All records below must be reproduced exactly, although any pictures they contain are to be omitted.

Records from a data source:
►

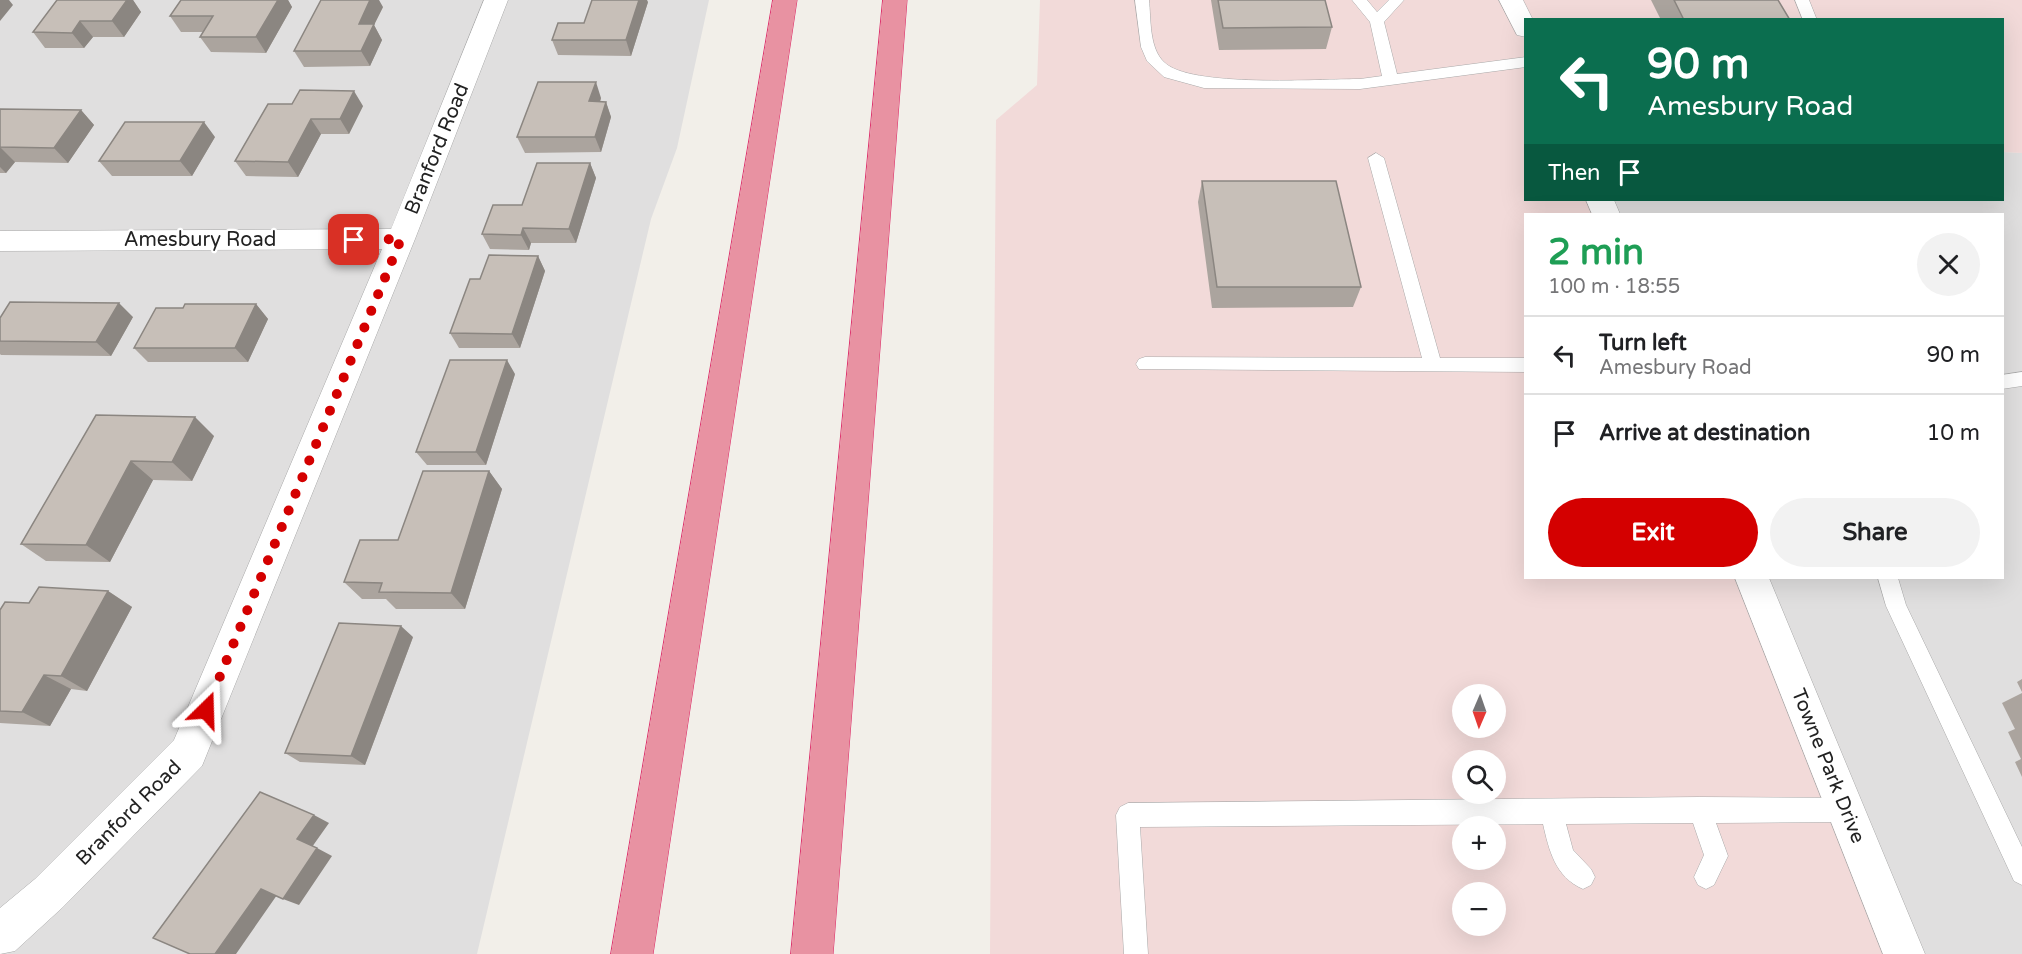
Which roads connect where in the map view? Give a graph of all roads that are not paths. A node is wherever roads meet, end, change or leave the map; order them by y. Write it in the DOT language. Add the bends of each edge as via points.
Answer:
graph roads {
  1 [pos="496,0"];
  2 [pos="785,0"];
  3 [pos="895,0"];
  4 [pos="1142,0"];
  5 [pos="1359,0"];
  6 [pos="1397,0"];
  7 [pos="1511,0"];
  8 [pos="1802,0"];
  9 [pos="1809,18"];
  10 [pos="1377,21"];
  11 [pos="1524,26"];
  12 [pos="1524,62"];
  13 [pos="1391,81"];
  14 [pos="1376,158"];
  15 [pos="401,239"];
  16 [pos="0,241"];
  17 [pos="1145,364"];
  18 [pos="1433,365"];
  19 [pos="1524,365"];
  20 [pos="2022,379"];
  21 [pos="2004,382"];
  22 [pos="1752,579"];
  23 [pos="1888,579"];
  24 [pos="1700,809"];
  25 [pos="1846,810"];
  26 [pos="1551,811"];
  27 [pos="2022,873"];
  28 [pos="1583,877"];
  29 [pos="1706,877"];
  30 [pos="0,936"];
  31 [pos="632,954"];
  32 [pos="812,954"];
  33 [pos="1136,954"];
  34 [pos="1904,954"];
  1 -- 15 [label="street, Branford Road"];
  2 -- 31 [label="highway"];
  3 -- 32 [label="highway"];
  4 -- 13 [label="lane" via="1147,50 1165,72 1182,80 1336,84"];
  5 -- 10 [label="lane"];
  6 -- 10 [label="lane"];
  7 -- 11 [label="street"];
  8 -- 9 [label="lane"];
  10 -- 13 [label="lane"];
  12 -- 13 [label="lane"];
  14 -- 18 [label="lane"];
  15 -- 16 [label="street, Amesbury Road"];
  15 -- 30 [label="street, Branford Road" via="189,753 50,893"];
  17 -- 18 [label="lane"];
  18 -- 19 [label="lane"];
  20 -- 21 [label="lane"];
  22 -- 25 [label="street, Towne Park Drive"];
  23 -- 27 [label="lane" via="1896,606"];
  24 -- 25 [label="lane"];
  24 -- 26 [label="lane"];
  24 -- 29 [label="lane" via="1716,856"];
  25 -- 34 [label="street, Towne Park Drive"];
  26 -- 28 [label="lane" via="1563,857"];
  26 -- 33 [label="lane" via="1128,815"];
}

◄

ANSWER FOR THIS EXERCISE —
Which roads connect where in the map view? Give a graph of all roads that are not paths. A node is wherever roads meet, end, change or leave the map; order them by y. Write it in the DOT language. Add the bends of each edge as via points.
Answer:
graph roads {
  1 [pos="496,0"];
  2 [pos="785,0"];
  3 [pos="895,0"];
  4 [pos="1142,0"];
  5 [pos="1359,0"];
  6 [pos="1397,0"];
  7 [pos="1511,0"];
  8 [pos="1802,0"];
  9 [pos="1809,18"];
  10 [pos="1377,21"];
  11 [pos="1524,26"];
  12 [pos="1524,62"];
  13 [pos="1391,81"];
  14 [pos="1376,158"];
  15 [pos="401,239"];
  16 [pos="0,241"];
  17 [pos="1145,364"];
  18 [pos="1433,365"];
  19 [pos="1524,365"];
  20 [pos="2022,379"];
  21 [pos="2004,382"];
  22 [pos="1752,579"];
  23 [pos="1888,579"];
  24 [pos="1700,809"];
  25 [pos="1846,810"];
  26 [pos="1551,811"];
  27 [pos="2022,873"];
  28 [pos="1583,877"];
  29 [pos="1706,877"];
  30 [pos="0,936"];
  31 [pos="632,954"];
  32 [pos="812,954"];
  33 [pos="1136,954"];
  34 [pos="1904,954"];
  1 -- 15 [label="street, Branford Road"];
  2 -- 31 [label="highway"];
  3 -- 32 [label="highway"];
  4 -- 13 [label="lane" via="1147,50 1165,72 1182,80 1336,84"];
  5 -- 10 [label="lane"];
  6 -- 10 [label="lane"];
  7 -- 11 [label="street"];
  8 -- 9 [label="lane"];
  10 -- 13 [label="lane"];
  12 -- 13 [label="lane"];
  14 -- 18 [label="lane"];
  15 -- 16 [label="street, Amesbury Road"];
  15 -- 30 [label="street, Branford Road" via="189,753 50,893"];
  17 -- 18 [label="lane"];
  18 -- 19 [label="lane"];
  20 -- 21 [label="lane"];
  22 -- 25 [label="street, Towne Park Drive"];
  23 -- 27 [label="lane" via="1896,606"];
  24 -- 25 [label="lane"];
  24 -- 26 [label="lane"];
  24 -- 29 [label="lane" via="1716,856"];
  25 -- 34 [label="street, Towne Park Drive"];
  26 -- 28 [label="lane" via="1563,857"];
  26 -- 33 [label="lane" via="1128,815"];
}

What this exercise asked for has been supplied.